[Skeletal landmark data]
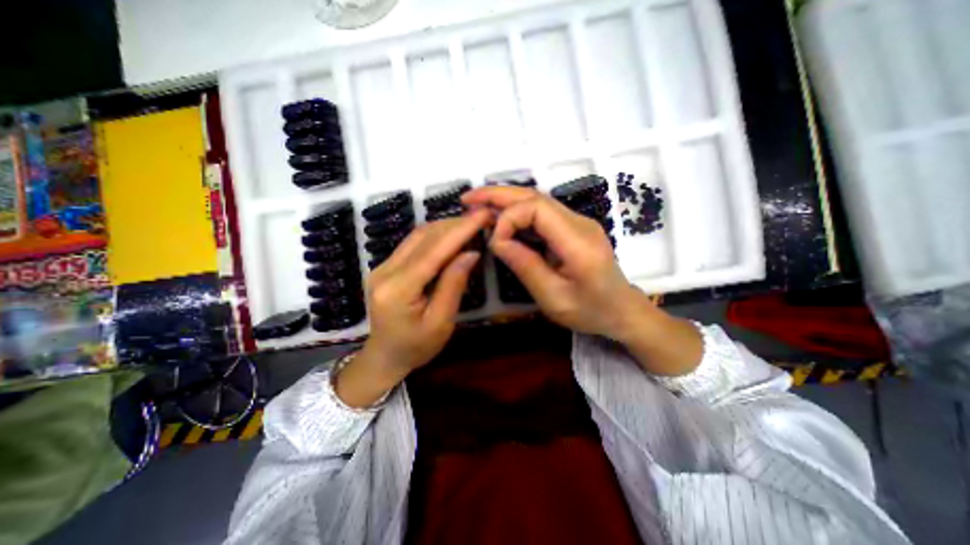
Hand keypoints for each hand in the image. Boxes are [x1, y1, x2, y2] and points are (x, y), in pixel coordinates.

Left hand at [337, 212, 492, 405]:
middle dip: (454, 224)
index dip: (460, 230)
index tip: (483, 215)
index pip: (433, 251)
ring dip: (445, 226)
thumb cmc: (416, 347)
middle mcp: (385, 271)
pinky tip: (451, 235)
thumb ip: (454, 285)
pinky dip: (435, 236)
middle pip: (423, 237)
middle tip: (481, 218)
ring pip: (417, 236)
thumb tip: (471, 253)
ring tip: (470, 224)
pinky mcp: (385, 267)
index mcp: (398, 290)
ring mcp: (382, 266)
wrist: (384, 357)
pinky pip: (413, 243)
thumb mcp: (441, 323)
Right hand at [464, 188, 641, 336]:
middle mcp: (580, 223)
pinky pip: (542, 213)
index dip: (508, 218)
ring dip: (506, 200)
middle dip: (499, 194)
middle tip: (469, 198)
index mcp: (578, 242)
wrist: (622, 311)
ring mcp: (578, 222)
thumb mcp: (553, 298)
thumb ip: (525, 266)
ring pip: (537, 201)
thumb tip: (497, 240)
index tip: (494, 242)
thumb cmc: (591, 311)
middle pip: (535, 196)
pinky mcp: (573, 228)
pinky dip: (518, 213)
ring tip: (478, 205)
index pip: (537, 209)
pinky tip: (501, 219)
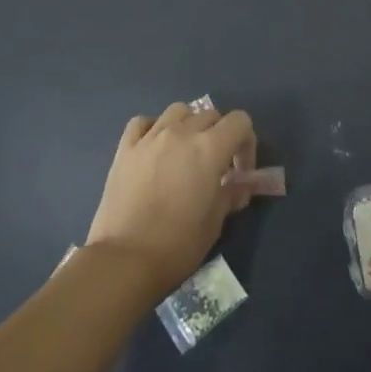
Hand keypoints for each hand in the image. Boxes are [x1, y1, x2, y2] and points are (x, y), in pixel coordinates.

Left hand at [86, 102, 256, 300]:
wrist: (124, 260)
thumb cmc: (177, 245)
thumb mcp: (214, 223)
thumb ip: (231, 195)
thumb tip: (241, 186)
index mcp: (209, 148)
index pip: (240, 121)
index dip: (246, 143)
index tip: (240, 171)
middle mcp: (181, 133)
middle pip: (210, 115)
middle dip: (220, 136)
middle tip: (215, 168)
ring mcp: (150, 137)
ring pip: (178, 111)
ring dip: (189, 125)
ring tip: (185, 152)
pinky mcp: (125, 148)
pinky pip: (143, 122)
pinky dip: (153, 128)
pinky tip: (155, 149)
--
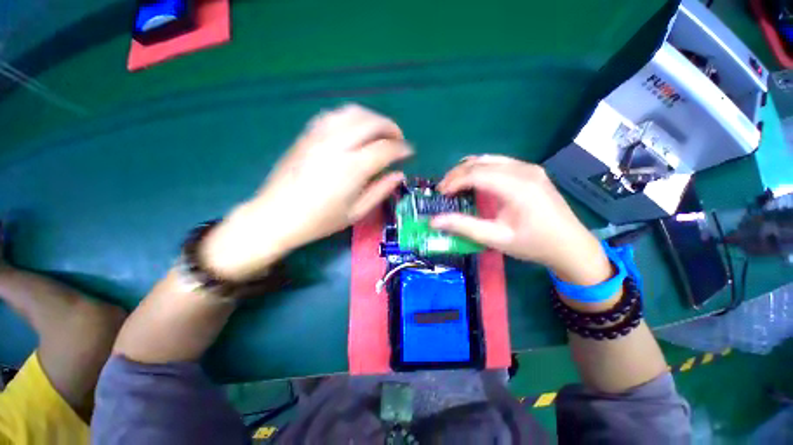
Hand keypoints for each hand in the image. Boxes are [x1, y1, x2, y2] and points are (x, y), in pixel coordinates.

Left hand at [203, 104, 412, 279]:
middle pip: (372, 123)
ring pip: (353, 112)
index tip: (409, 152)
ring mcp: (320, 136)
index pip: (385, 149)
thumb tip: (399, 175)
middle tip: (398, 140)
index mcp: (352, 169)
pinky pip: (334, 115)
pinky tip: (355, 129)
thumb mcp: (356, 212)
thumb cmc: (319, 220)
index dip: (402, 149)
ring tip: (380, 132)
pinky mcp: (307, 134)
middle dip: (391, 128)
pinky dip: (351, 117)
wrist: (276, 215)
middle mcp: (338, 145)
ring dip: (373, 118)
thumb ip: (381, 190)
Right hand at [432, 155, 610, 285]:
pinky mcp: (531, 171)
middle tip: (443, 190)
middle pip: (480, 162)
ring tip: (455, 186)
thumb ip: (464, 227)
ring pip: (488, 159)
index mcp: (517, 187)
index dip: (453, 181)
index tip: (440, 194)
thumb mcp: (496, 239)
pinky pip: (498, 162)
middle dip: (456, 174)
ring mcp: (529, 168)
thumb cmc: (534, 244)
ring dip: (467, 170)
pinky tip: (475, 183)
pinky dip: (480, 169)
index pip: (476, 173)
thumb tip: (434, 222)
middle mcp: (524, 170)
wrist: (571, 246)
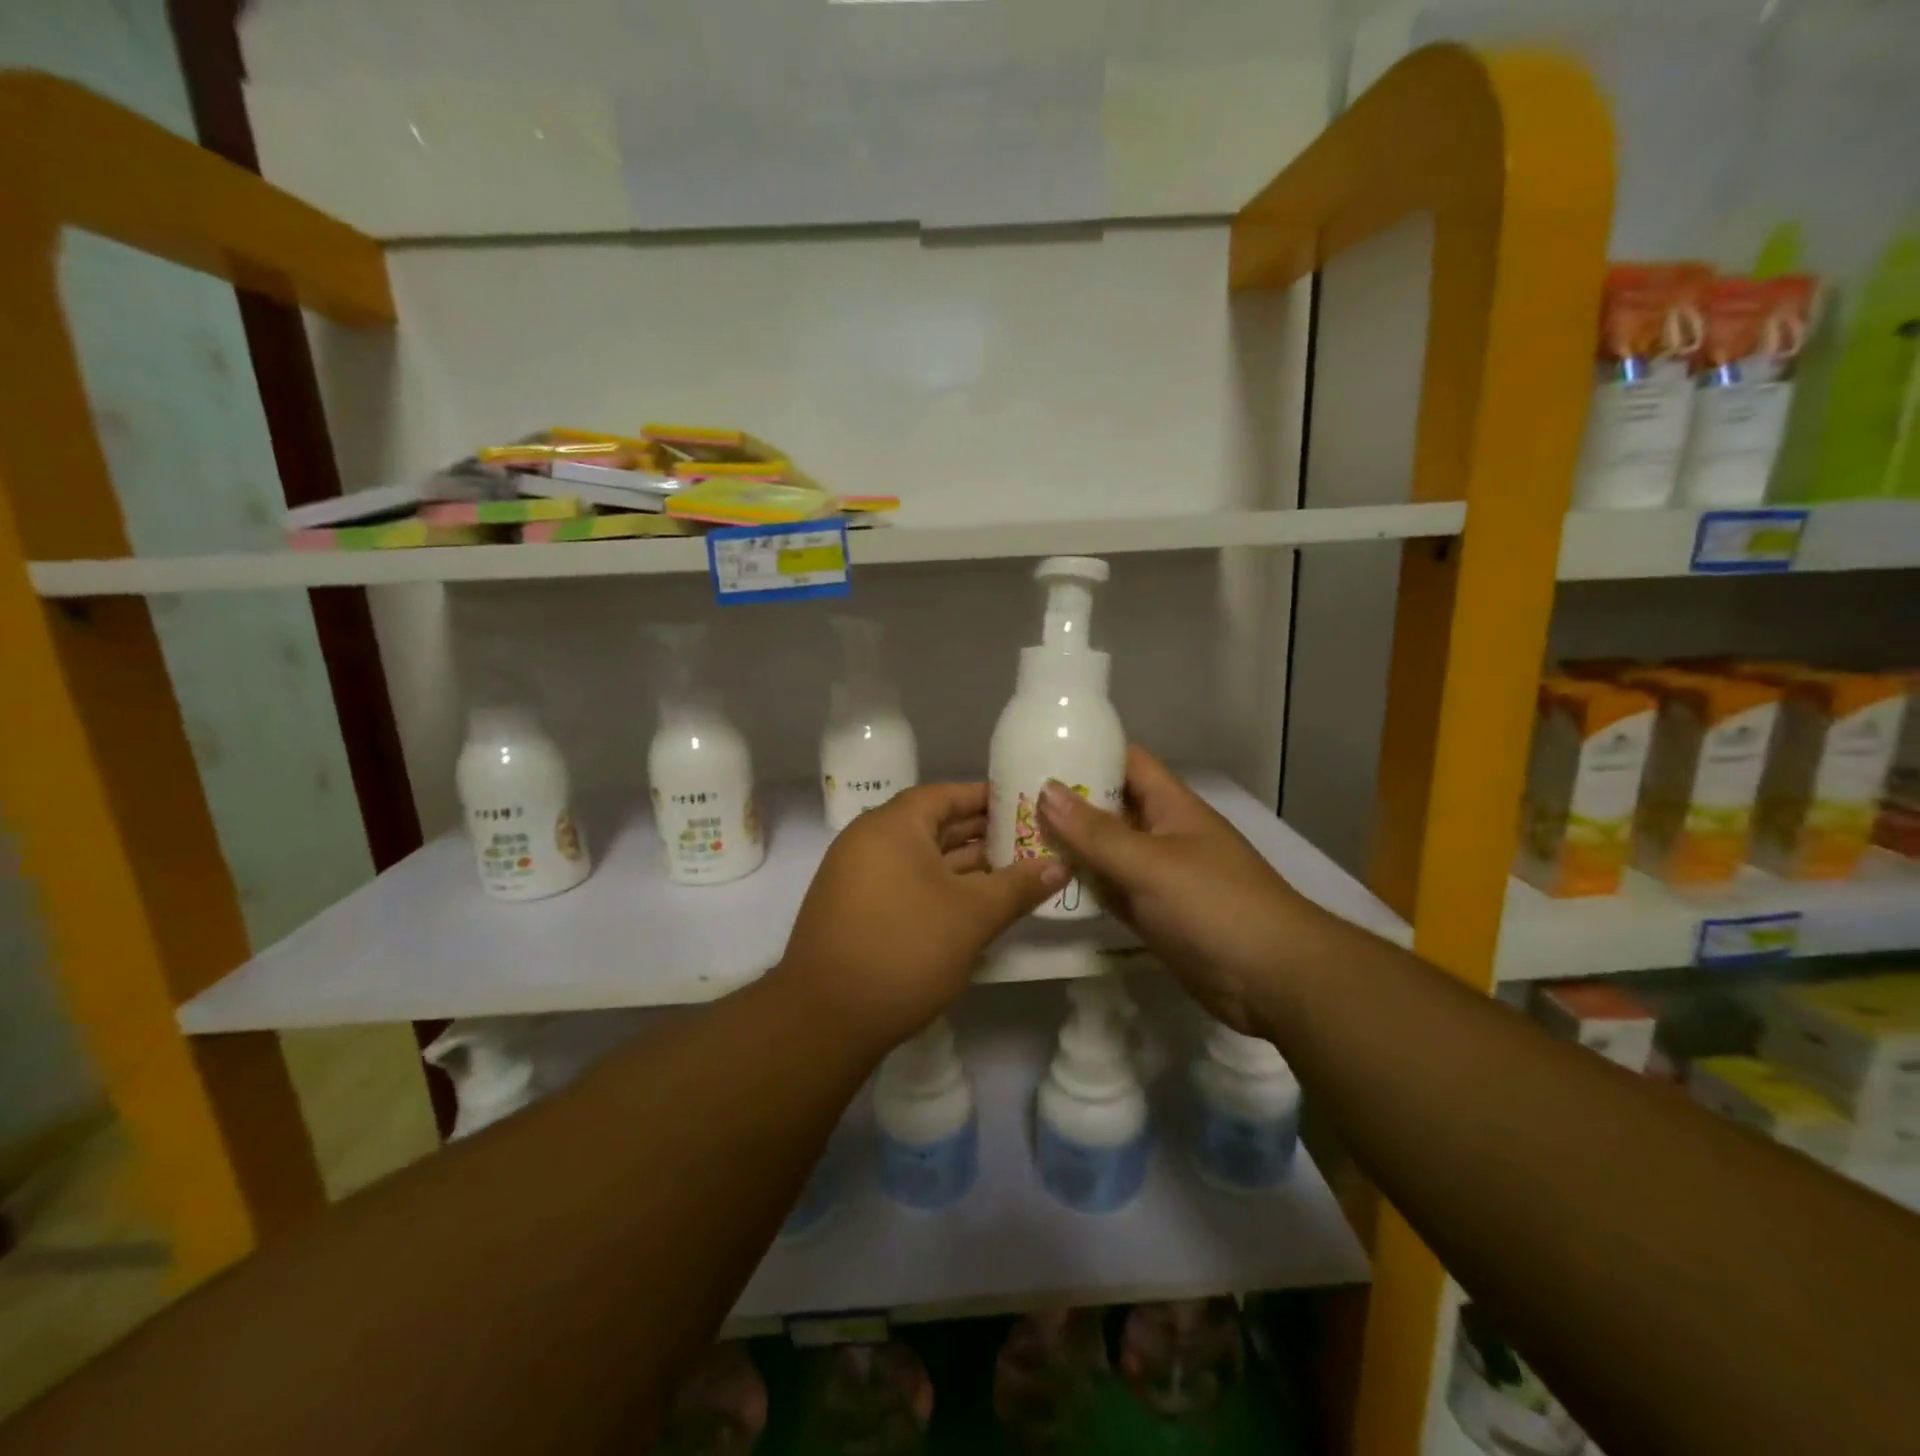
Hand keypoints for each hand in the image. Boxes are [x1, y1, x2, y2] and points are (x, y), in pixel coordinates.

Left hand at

** Required action **
Take the records above and return, word for word, only the lines that fall from the line with "pinky dip: (435, 236)" to the line with "pinky pip: (542, 213)", both of them included.

** Task output **
pinky dip: (435, 236)
middle pip: (423, 237)
middle tip: (481, 218)
ring pip: (417, 236)
thumb tip: (471, 253)
ring tip: (470, 224)
pinky mcp: (385, 267)
index mcp: (398, 290)
ring mcp: (382, 266)
wrist: (384, 357)
pinky pip: (413, 243)
thumb mcp: (441, 323)
Right hand at [464, 188, 641, 336]:
middle mcp: (580, 223)
pinky pip: (542, 213)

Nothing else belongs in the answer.